Would you please write out each entry that follows, exactly as written?

Data section –
=== Begin Enclosure ===
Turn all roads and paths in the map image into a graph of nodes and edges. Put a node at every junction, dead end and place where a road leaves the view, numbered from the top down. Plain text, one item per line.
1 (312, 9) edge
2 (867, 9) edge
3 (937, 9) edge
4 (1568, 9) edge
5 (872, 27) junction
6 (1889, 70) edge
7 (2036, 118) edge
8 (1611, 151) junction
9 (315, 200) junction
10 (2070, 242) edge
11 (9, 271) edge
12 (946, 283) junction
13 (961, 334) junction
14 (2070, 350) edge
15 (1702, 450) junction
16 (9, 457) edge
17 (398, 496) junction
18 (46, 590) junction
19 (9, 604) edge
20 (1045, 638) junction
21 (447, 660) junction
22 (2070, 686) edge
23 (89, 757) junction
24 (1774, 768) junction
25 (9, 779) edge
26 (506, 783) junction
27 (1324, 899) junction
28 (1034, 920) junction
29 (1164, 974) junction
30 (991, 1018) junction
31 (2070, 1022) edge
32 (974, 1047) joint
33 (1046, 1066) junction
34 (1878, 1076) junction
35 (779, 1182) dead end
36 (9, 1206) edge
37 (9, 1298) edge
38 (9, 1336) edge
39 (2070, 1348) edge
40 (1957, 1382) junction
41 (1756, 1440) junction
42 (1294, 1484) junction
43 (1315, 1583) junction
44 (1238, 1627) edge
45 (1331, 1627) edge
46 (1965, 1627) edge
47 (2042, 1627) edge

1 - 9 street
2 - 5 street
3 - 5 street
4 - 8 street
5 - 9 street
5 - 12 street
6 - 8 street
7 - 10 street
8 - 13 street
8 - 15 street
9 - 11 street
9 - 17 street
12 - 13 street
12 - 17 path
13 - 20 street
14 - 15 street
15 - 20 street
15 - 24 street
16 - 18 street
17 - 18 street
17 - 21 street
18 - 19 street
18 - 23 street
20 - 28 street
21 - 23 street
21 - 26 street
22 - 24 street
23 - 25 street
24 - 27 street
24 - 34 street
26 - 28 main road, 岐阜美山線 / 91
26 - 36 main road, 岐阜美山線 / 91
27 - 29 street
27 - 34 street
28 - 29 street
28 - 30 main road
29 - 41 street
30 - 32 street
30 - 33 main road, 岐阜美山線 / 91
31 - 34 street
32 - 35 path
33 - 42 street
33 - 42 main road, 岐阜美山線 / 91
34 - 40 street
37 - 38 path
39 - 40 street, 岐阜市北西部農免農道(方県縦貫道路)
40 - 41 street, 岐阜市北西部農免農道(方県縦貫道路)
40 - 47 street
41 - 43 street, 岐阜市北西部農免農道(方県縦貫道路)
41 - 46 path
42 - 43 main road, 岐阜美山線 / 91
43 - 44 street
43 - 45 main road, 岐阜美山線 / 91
=== End Enclosure ===
Your solution –
Turn all roads and paths in the map image into a graph of nodes and edges. Put a node at every junction, dead end and place where a road leaves the view, numbered from the top down. Plain text, one item per line.
1 (312, 9) edge
2 (867, 9) edge
3 (937, 9) edge
4 (1568, 9) edge
5 (872, 27) junction
6 (1889, 70) edge
7 (2036, 118) edge
8 (1611, 151) junction
9 (315, 200) junction
10 (2070, 242) edge
11 (9, 271) edge
12 (946, 283) junction
13 (961, 334) junction
14 (2070, 350) edge
15 (1702, 450) junction
16 (9, 457) edge
17 (398, 496) junction
18 (46, 590) junction
19 (9, 604) edge
20 (1045, 638) junction
21 (447, 660) junction
22 (2070, 686) edge
23 (89, 757) junction
24 (1774, 768) junction
25 (9, 779) edge
26 (506, 783) junction
27 (1324, 899) junction
28 (1034, 920) junction
29 (1164, 974) junction
30 (991, 1018) junction
31 (2070, 1022) edge
32 (974, 1047) joint
33 (1046, 1066) junction
34 (1878, 1076) junction
35 (779, 1182) dead end
36 (9, 1206) edge
37 (9, 1298) edge
38 (9, 1336) edge
39 (2070, 1348) edge
40 (1957, 1382) junction
41 (1756, 1440) junction
42 (1294, 1484) junction
43 (1315, 1583) junction
44 (1238, 1627) edge
45 (1331, 1627) edge
46 (1965, 1627) edge
47 (2042, 1627) edge

1 - 9 street
2 - 5 street
3 - 5 street
4 - 8 street
5 - 9 street
5 - 12 street
6 - 8 street
7 - 10 street
8 - 13 street
8 - 15 street
9 - 11 street
9 - 17 street
12 - 13 street
12 - 17 path
13 - 20 street
14 - 15 street
15 - 20 street
15 - 24 street
16 - 18 street
17 - 18 street
17 - 21 street
18 - 19 street
18 - 23 street
20 - 28 street
21 - 23 street
21 - 26 street
22 - 24 street
23 - 25 street
24 - 27 street
24 - 34 street
26 - 28 main road, 岐阜美山線 / 91
26 - 36 main road, 岐阜美山線 / 91
27 - 29 street
27 - 34 street
28 - 29 street
28 - 30 main road
29 - 41 street
30 - 32 street
30 - 33 main road, 岐阜美山線 / 91
31 - 34 street
32 - 35 path
33 - 42 street
33 - 42 main road, 岐阜美山線 / 91
34 - 40 street
37 - 38 path
39 - 40 street, 岐阜市北西部農免農道(方県縦貫道路)
40 - 41 street, 岐阜市北西部農免農道(方県縦貫道路)
40 - 47 street
41 - 43 street, 岐阜市北西部農免農道(方県縦貫道路)
41 - 46 path
42 - 43 main road, 岐阜美山線 / 91
43 - 44 street
43 - 45 main road, 岐阜美山線 / 91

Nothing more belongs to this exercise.